The Ateneo de Naga University (Central Bikol: Ateneo de Naga na Unibersidad / Filipino: Pamantasang Ateneo de Naga), also referred to by its acronym AdNU, is a private Catholic Jesuit basic and higher education institution run by the Philippine Province of the Society of Jesus in Naga City, Camarines Sur, Philippines. It was established in 1940 when the Jesuits took over the administration of the diocesan school, Camarines Sur Catholic Academy. The Jesuits renamed the school Ateneo de Naga after taking control. The Jesuits were naming all the schools that they were opening at that time Ateneo. Ateneo de Naga was the fourth school named Ateneo by the Jesuits. Typical of universities in the Philippines, AdNU has primary (since 2014) and secondary departments, which are both coeducational.

History
The Ateneo de Naga University was established in 1940 when American Jesuits took over the Camarines Sur Catholic Academy, a small private school under the supervision of the Diocese of Nueva Caceres, at the invitation of Bishop (later Archbishop) Pedro P. Santos of Caceres. Classes formally started in June 1940 at the building formerly used by the Camarines Sur Catholic Academy (now Naga Parochial School) with 650 elementary and high school students. Meanwhile, Msgr. Santos initiated the construction of the Jesuit faculty house and the Ateneo school building with the now well-known four pillars. These buildings were intended to be turned over to the Jesuits on 15 December 1941. However, this plan was thwarted when the Pacific war broke out. During its first year of operation, it included intermediate grades 4-6 of elementary school. In 1941, however, the elementary school students were transferred to the nearby school run by the Daughters of Charity, and the Ateneo became an all-boys high school. The college department opened on June 5, 1947 and admitted its first female students on October 26, 1953.

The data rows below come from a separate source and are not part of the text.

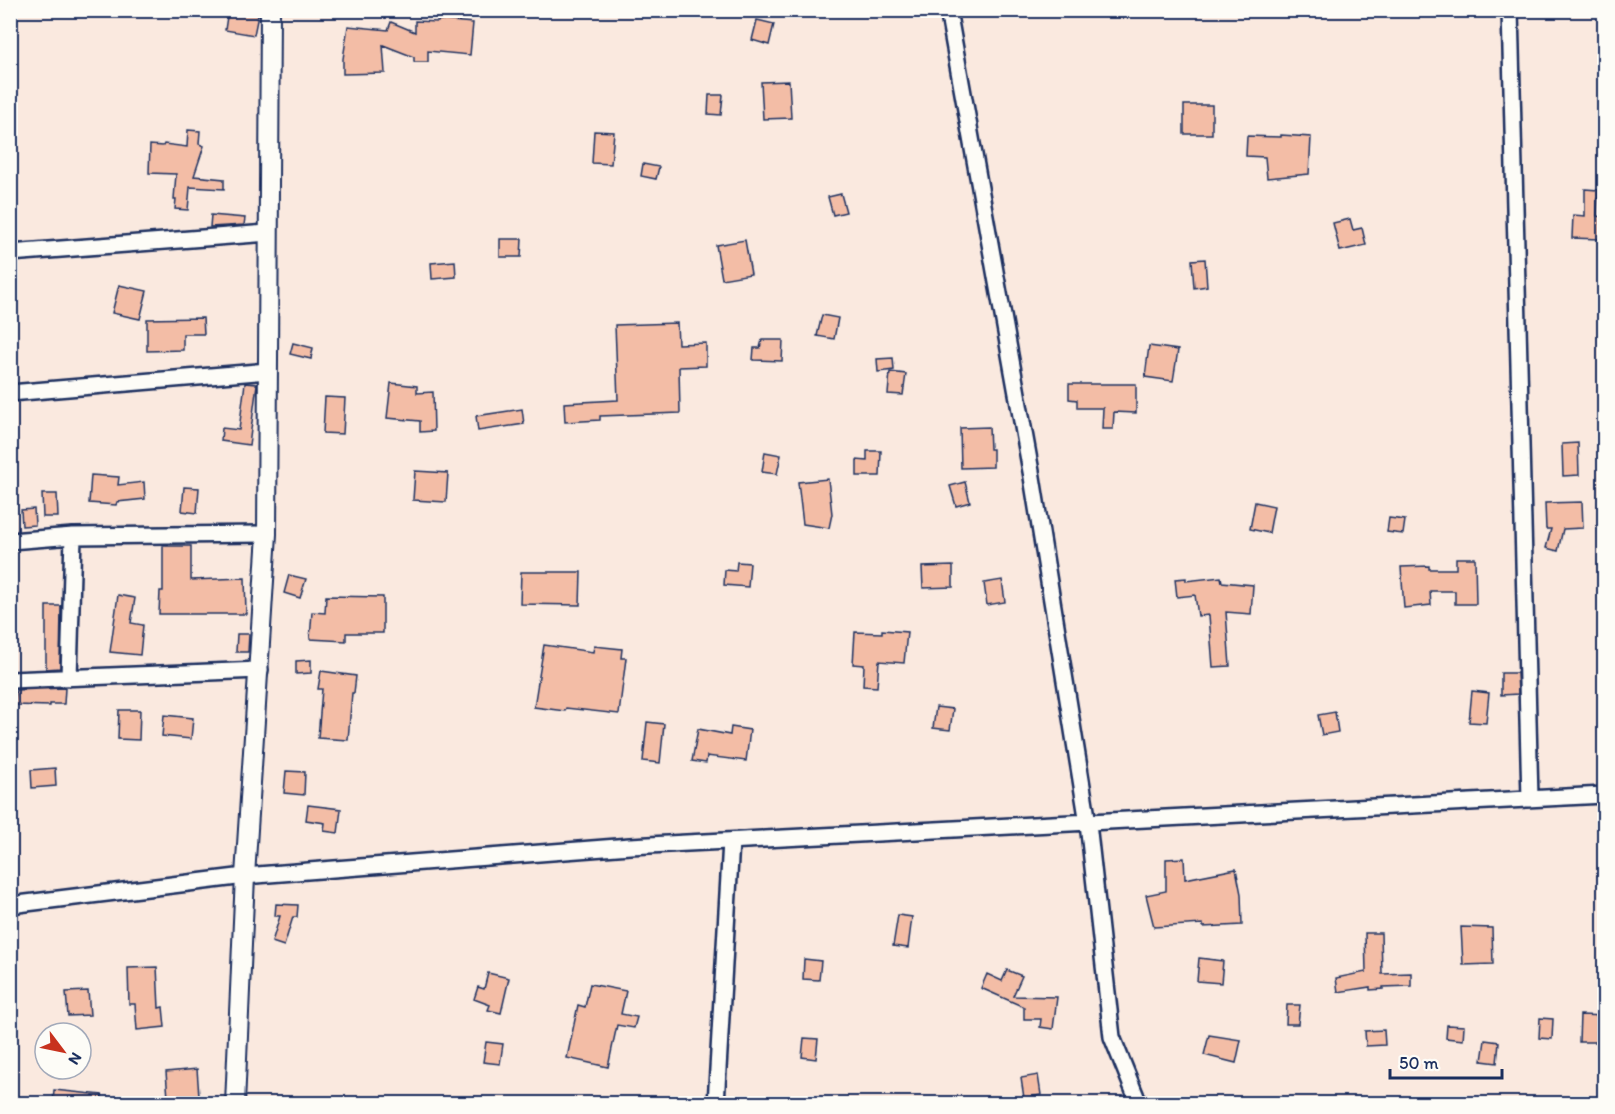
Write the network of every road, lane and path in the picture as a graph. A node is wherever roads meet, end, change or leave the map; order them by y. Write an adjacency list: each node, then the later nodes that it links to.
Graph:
1 (270, 10): 4 (street)
2 (948, 10): 16 (street)
3 (1510, 10): 15 (street)
4 (268, 234): 5 (street); 6 (street)
5 (10, 254)
6 (268, 371): 7 (street); 8 (street)
7 (10, 393)
8 (267, 534): 9 (street); 11 (street)
9 (73, 536): 10 (street); 12 (street)
10 (10, 541)
11 (260, 670): 12 (street); 18 (street)
12 (69, 678): 13 (street)
13 (10, 680)
14 (1605, 795): 15 (street)
15 (1530, 799): 16 (street)
16 (1088, 823): 17 (street); 22 (street)
17 (731, 841): 18 (street); 21 (street)
18 (245, 876): 19 (street); 20 (street)
19 (10, 905)
20 (235, 1104)
21 (716, 1104)
22 (1140, 1104)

On September 16, 1996, the university president, Fr. Raul J. Bonoan, SJ issued a memorandum declaring the separation of the different colleges: the College of Arts and Sciences, the College of Commerce, and the College of Information Technology and Engineering. Almost a year after, the College of Education was created. In 2001, a College of Computer Studies was established. In school year 2004–2005, the university opened the College of Nursing. Most recently, the university opened a law school starting in the first semester of school year 2017–2018. The new College of Law offers a four-year program leading to a Juris Doctor (JD) degree. With these separations and additions, the university now has a total number of 7 colleges.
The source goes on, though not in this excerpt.